Психиатр обладает такой дискреционной (оставленной на его усмотрение) властью потому, что, подобно инквизитору прошлого, он считается не прокурором или исполнителем наказания, а скорее врачевателем или благодетелем. Понятие об инквизиторе как о врачевателе душ, безусловно, произошло из понятия о колдовстве как душевном отклонении — точно так же, как понятие об институциональном психиатре как о медицинском работнике происходит из представления о сумасшествии как о медицинском отклонении. Опасность такого истолкования общественных отклонений и контроля за ними была понятна исследователям инквизиции, что ясно демонстрирует комментарий Ли:
В самом легком случае инквизиционный процесс был опасен тем, что совмещал прокурора и судью в одном лице... Опасность удваивалась, когда судья был ревностным верующим, нацеленным на защиту веры и склонным в каждом представшем перед ним узнике видеть еретика, которого следует осудить любой ценой. Не легче было и в том случае, когда он был просто жаден и стремился к штрафам и конфискациям. Тем не менее церковная теория гласила: инквизитор — беспристрастный духовный отец, чьей функцией является спасение душ, которые иначе оказались бы заблудшими[172].
Те же самые угрозы сокрыты в методах институциональной психиатрии. Благочестивый инквизитор, несомненно, был бы возмущен предположением о том, что он враг еретика, а не его друг. Сходным образом институциональный психиатр яростно отрицает идею о том, что он враг, а не терапевт принудительно госпитализированного пациента. Отрицая обвинение в свой адрес, инквизитор напомнил бы, что отправления его службы, включая сожжение ведьмы на костре, нацелены на спасение души еретика от вечного проклятия. Равным образом и психиатр отвечает, что его усилия, в том числе пожизненное заключение, электрошоковые конвульсии и ло-ботомия, нацелены на защиту и поддержание душевного здоровья пациента.

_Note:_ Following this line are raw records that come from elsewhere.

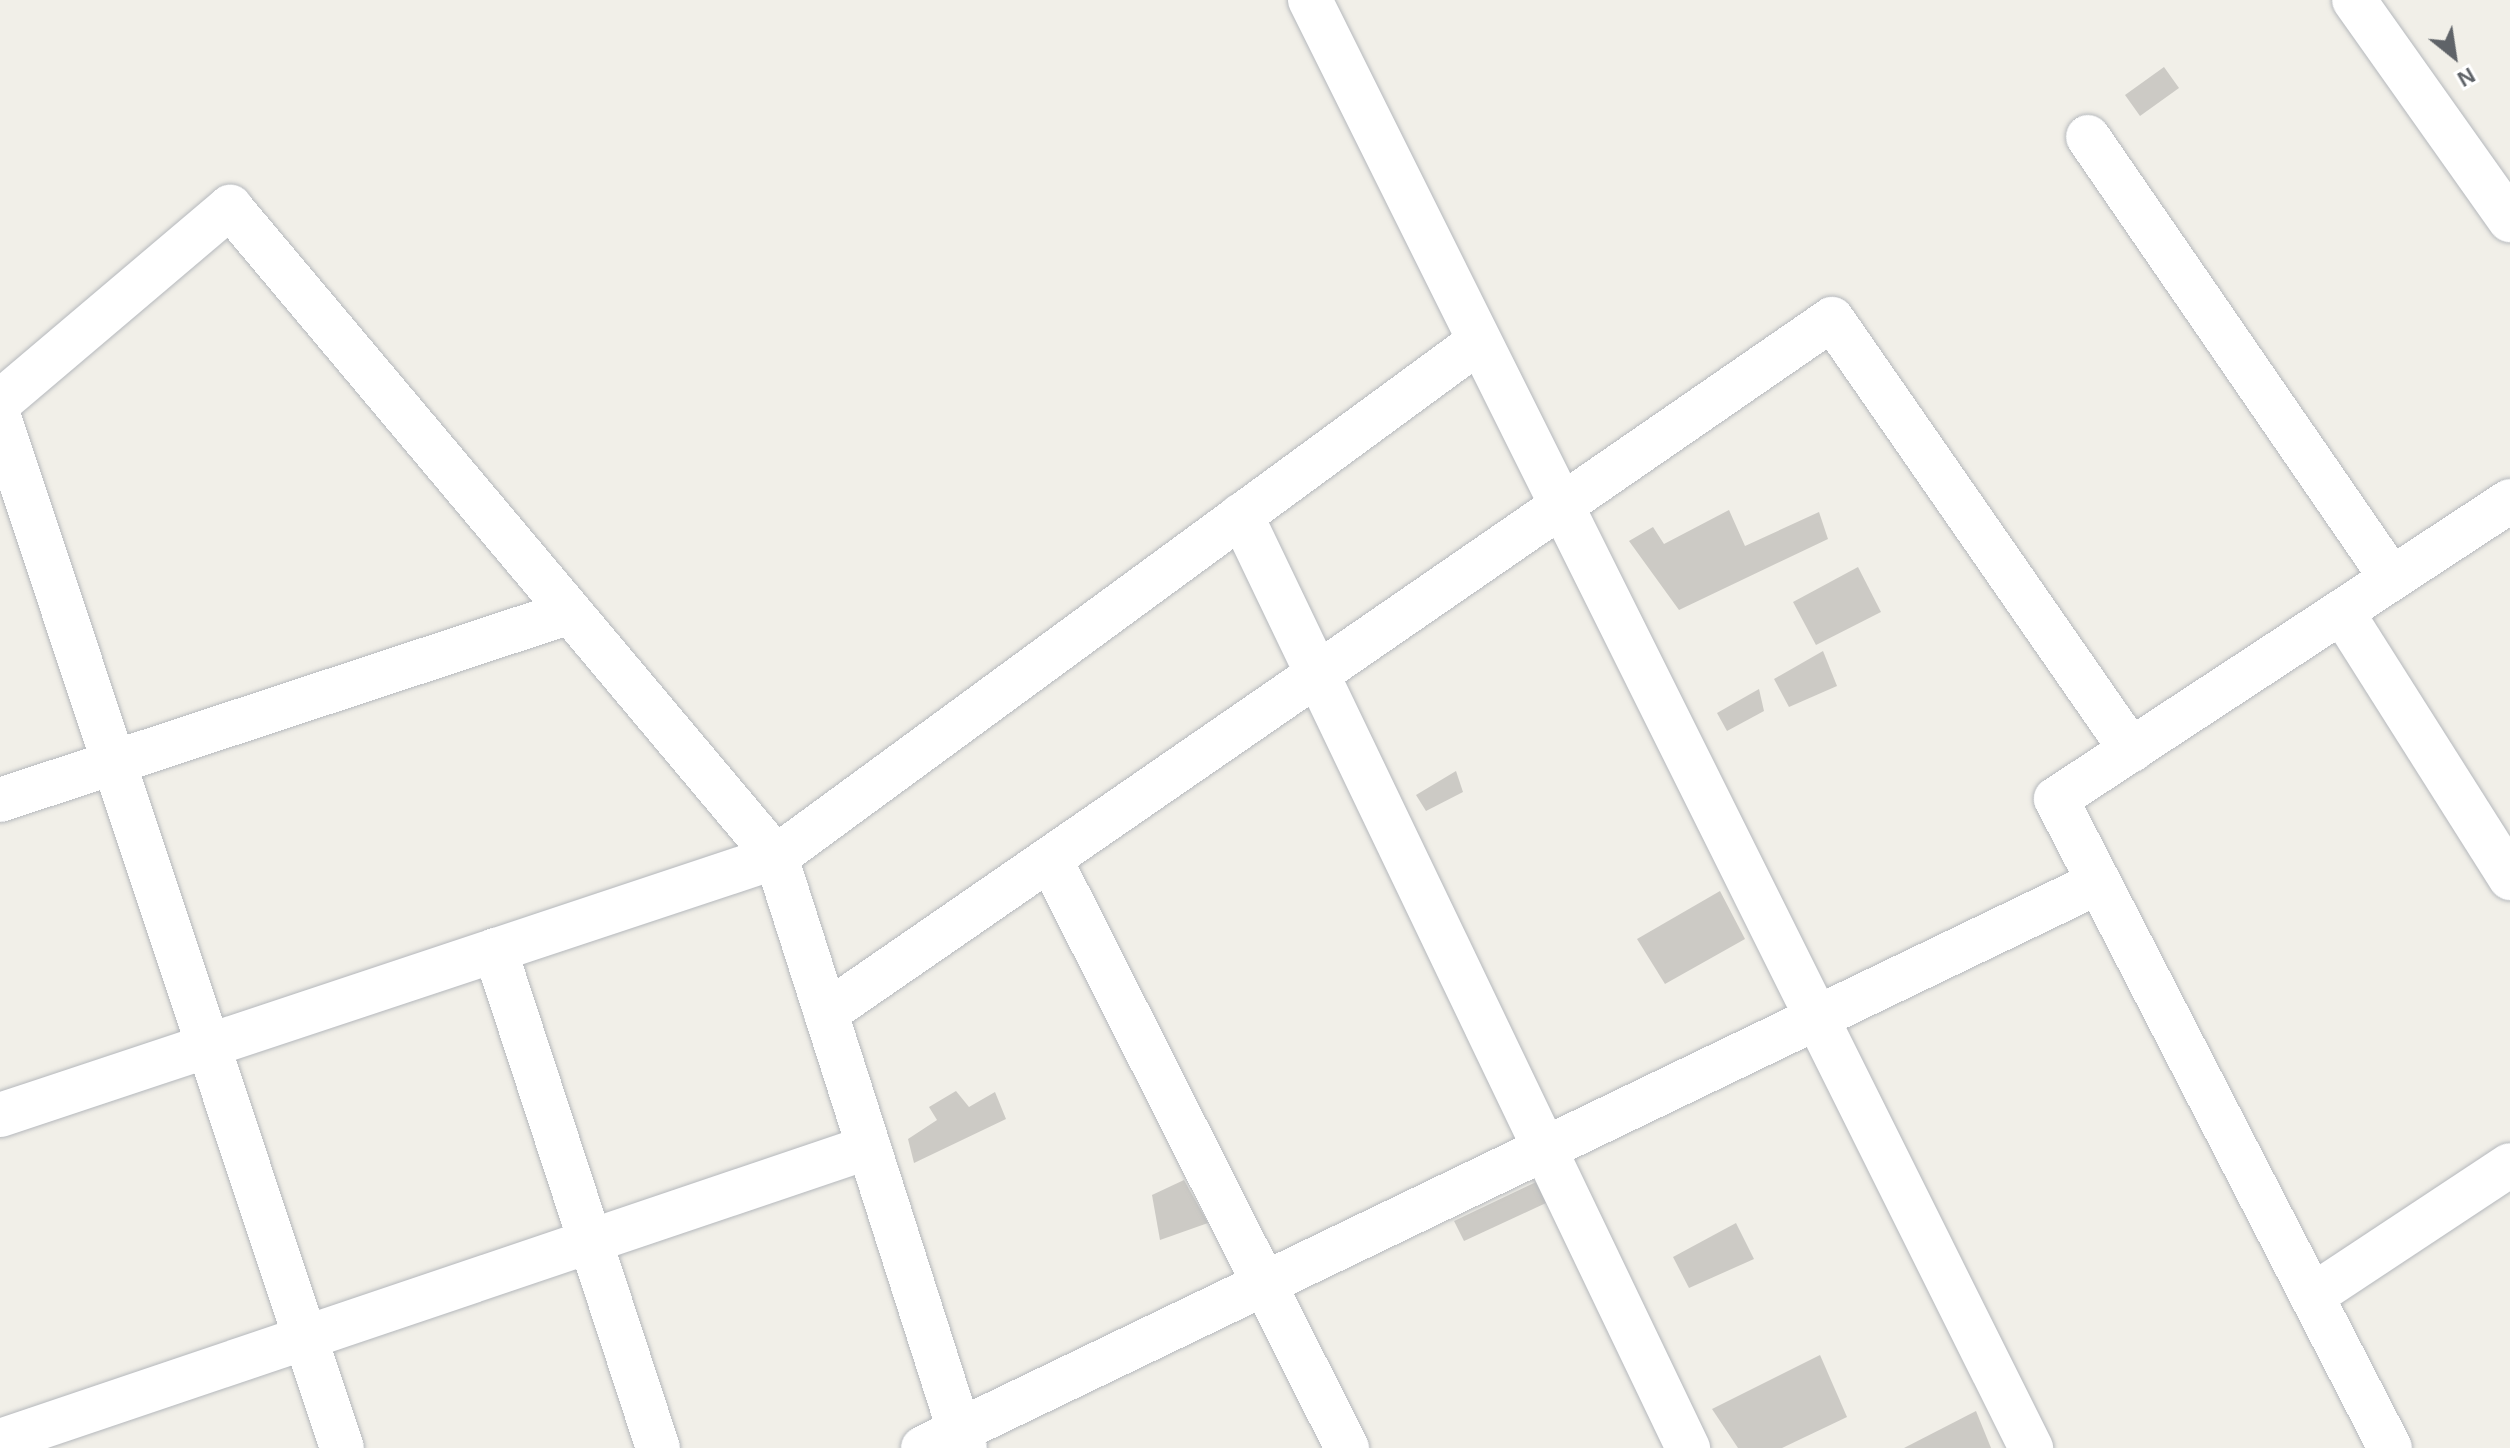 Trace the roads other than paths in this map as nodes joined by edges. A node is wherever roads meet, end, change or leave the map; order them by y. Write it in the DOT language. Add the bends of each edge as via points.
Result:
graph roads {
  1 [pos="1310,0"];
  2 [pos="2354,0"];
  3 [pos="2088,137"];
  4 [pos="2510,220"];
  5 [pos="1478,342"];
  6 [pos="0,402"];
  7 [pos="0,420"];
  8 [pos="2510,501"];
  9 [pos="1560,507"];
  10 [pos="1241,515"];
  11 [pos="2392,579"];
  12 [pos="570,612"];
  13 [pos="2342,612"];
  14 [pos="1318,674"];
  15 [pos="2131,750"];
  16 [pos="114,762"];
  17 [pos="0,800"];
  18 [pos="776,857"];
  19 [pos="1050,859"];
  20 [pos="2510,878"];
  21 [pos="2099,882"];
  22 [pos="495,950"];
  23 [pos="826,1013"];
  24 [pos="1817,1019"];
  25 [pos="208,1046"];
  26 [pos="0,1115"];
  27 [pos="869,1147"];
  28 [pos="1546,1151"];
  29 [pos="2510,1165"];
  30 [pos="590,1242"];
  31 [pos="1266,1287"];
  32 [pos="2312,1296"];
  33 [pos="305,1338"];
  34 [pos="0,1441"];
  35 [pos="949,1444"];
  36 [pos="342,1448"];
  37 [pos="658,1448"];
  38 [pos="1347,1448"];
  39 [pos="1688,1448"];
  40 [pos="2031,1448"];
  41 [pos="2390,1448"];
  1 -- 5 [label="street"];
  2 -- 4 [label="street"];
  3 -- 11 [label="street"];
  5 -- 9 [label="street"];
  5 -- 10 [label="street"];
  6 -- 12 [label="street" via="230,207"];
  7 -- 16 [label="street"];
  8 -- 11 [label="street"];
  9 -- 14 [label="street"];
  9 -- 15 [label="street" via="1832,319"];
  9 -- 24 [label="street"];
  10 -- 14 [label="street"];
  10 -- 18 [label="street"];
  11 -- 13 [label="street"];
  12 -- 16 [label="street"];
  12 -- 18 [label="street"];
  13 -- 15 [label="street"];
  13 -- 20 [label="street"];
  14 -- 19 [label="street"];
  14 -- 28 [label="street"];
  15 -- 21 [label="street" via="2056,799"];
  16 -- 17 [label="street"];
  16 -- 25 [label="street"];
  18 -- 22 [label="street"];
  18 -- 23 [label="street"];
  19 -- 23 [label="street"];
  19 -- 31 [label="street"];
  21 -- 24 [label="street"];
  21 -- 32 [label="street"];
  22 -- 25 [label="street"];
  22 -- 30 [label="street"];
  23 -- 27 [label="street"];
  24 -- 28 [label="street"];
  24 -- 40 [label="street"];
  25 -- 26 [label="street"];
  25 -- 33 [label="street"];
  27 -- 30 [label="street"];
  27 -- 35 [label="street"];
  28 -- 31 [label="street"];
  28 -- 39 [label="street"];
  29 -- 32 [label="street"];
  30 -- 33 [label="street"];
  30 -- 37 [label="street"];
  31 -- 35 [label="street"];
  31 -- 38 [label="street"];
  32 -- 41 [label="street"];
  33 -- 34 [label="street"];
  33 -- 36 [label="street"];
}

Показательно следующее заявление авторитетных психиатров.
Мы хотели бы, чтобы наши больницы... воспринимались как лечебные центры для больных людей, и, конечно, мы хотели бы, чтобы нас считали врачами, а не тюремщиками... Хорошо известно, что существуют законные ограничения против того, что принято называть «спихиванием» людей в психлечебницы, и мы утверждаем, что люди хорошо защищены во всех штатах. За тридцать лет существования этой проблемы я ни разу не видел кого-либо, кого я мог бы счесть жертвой такого «спихивания»... Скорее, верно противоположное мнение: людей слишком часто «выпихивают» из психиатрических учреждений до того, как им следует выписываться, потому что наши учреждения переполнены...[173]

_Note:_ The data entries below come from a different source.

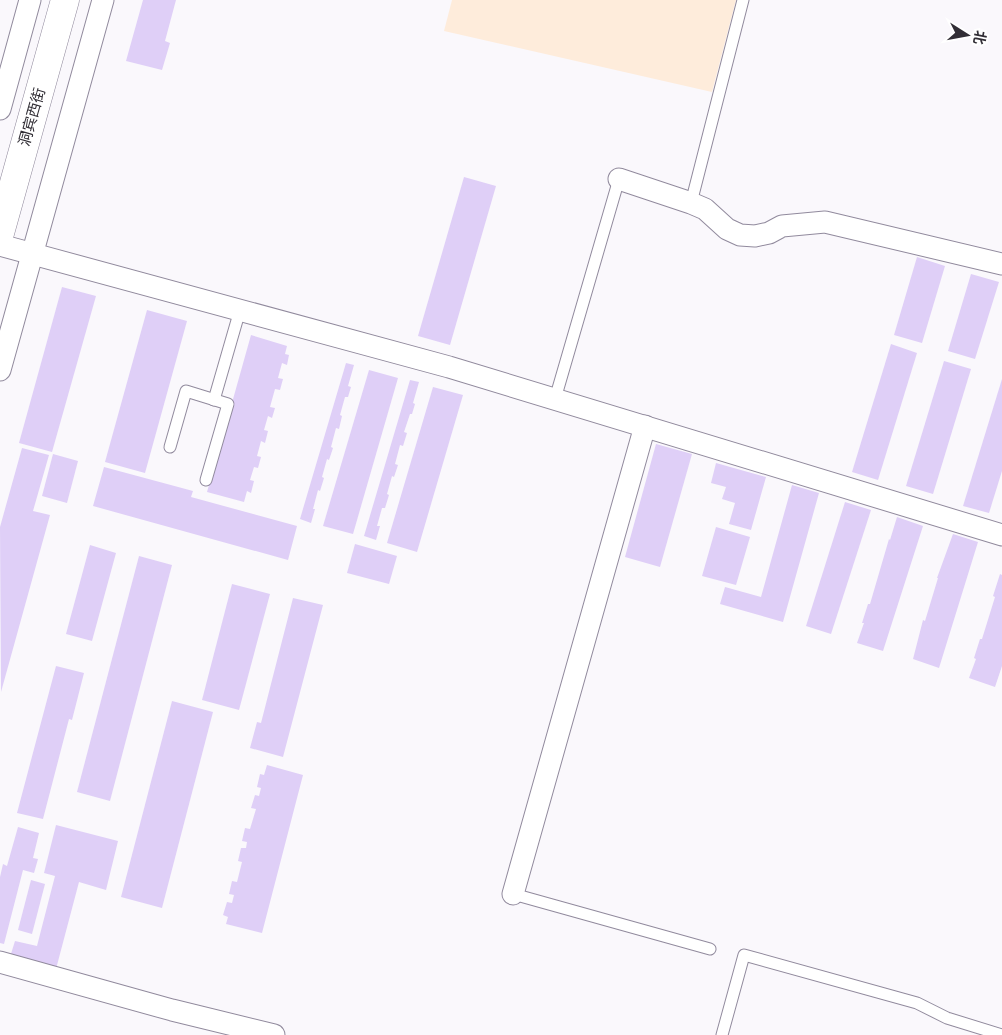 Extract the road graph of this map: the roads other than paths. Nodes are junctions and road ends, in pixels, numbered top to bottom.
1 (30, 0) edge
2 (65, 0) edge
3 (103, 0) edge
4 (744, 0) edge
5 (0, 109) edge
6 (619, 179) joint
7 (691, 203) junction
8 (0, 233) edge
9 (0, 245) edge
10 (32, 254) junction
11 (1002, 264) edge
12 (240, 310) junction
13 (0, 370) edge
14 (555, 399) junction
15 (214, 400) junction
16 (645, 426) junction
17 (170, 447) dead end
18 (206, 480) dead end
19 (1002, 535) edge
20 (513, 894) joint
21 (710, 949) dead end
22 (0, 962) edge
23 (274, 1035) edge
24 (722, 1035) edge
25 (1002, 1035) edge

1 - 5 street
2 - 8 main road, 洞宾西街
3 - 10 street
4 - 7 lane
6 - 7 street
6 - 14 lane
7 - 11 street
9 - 10 street
10 - 12 street
10 - 13 street
12 - 14 street
12 - 15 lane
14 - 16 street
15 - 17 lane
15 - 18 lane
16 - 19 street
16 - 20 street
20 - 21 lane
22 - 23 street
24 - 25 lane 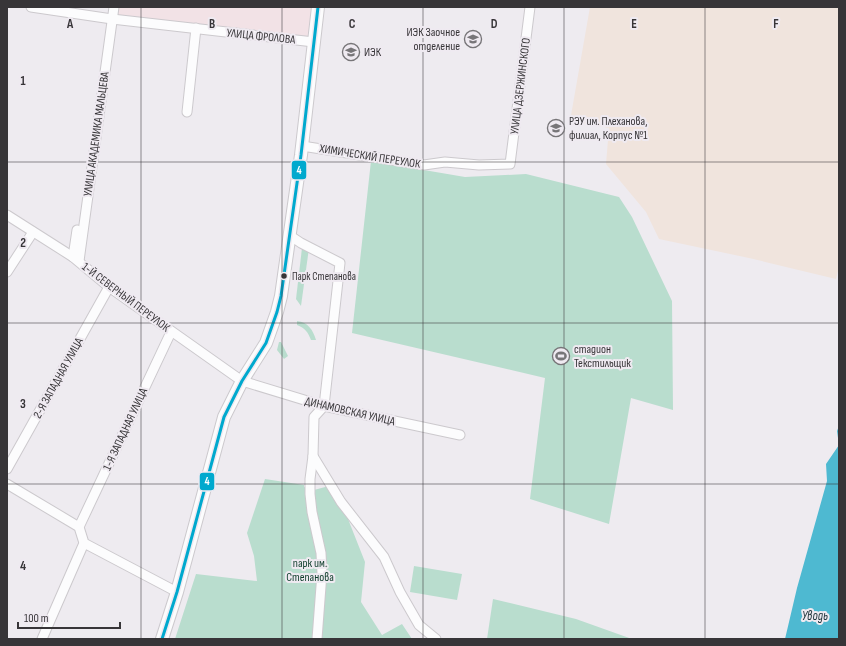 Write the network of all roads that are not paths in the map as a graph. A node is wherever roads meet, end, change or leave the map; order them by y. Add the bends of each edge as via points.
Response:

...Я хочу подчеркнуть, что основная цель [принудительной госпитализации] — удостовериться в том, что больные люди получают необходимую им заботу...[174]
Как врачи мы хотим, чтобы на наши психиатрические больницы... смотрели как на центры для лечения больных людей в том же самом смысле, в котором смотрят на обычные больницы[175].

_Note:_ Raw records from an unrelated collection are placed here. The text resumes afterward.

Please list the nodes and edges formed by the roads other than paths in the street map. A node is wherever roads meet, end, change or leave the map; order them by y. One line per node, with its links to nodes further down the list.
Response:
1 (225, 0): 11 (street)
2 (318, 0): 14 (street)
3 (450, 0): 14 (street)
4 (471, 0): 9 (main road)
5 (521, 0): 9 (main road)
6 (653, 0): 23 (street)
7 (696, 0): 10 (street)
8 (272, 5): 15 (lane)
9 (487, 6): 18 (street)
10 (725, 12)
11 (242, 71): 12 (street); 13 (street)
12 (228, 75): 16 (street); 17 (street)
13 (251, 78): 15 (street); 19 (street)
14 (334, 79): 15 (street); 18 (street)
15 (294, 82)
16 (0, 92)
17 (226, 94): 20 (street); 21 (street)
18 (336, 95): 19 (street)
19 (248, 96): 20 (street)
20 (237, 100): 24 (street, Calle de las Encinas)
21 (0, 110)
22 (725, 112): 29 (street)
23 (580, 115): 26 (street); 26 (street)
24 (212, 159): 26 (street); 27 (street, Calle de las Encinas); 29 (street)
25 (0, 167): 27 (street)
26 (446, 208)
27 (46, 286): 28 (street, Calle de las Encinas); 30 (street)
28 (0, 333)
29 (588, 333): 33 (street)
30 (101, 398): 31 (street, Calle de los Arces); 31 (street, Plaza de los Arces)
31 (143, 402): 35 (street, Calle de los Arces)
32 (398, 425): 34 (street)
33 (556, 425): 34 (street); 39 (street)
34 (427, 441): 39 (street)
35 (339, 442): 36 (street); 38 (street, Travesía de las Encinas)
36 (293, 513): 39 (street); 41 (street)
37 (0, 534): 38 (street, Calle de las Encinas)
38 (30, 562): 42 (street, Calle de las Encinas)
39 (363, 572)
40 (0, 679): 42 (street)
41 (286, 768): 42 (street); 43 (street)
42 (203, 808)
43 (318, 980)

Если психиатры действительно хотят всего вышеперечисленного, то все, что им следует сделать, — это отпереть ворота психиатрических больниц, отказаться от принудительной госпитализации и лечить только тех индивидов, которые, подобно тому как это происходит в непсихиатрических больницах, сами хотят лечиться. Именно такой подход я отстаивал последние пятнадцать лет[176].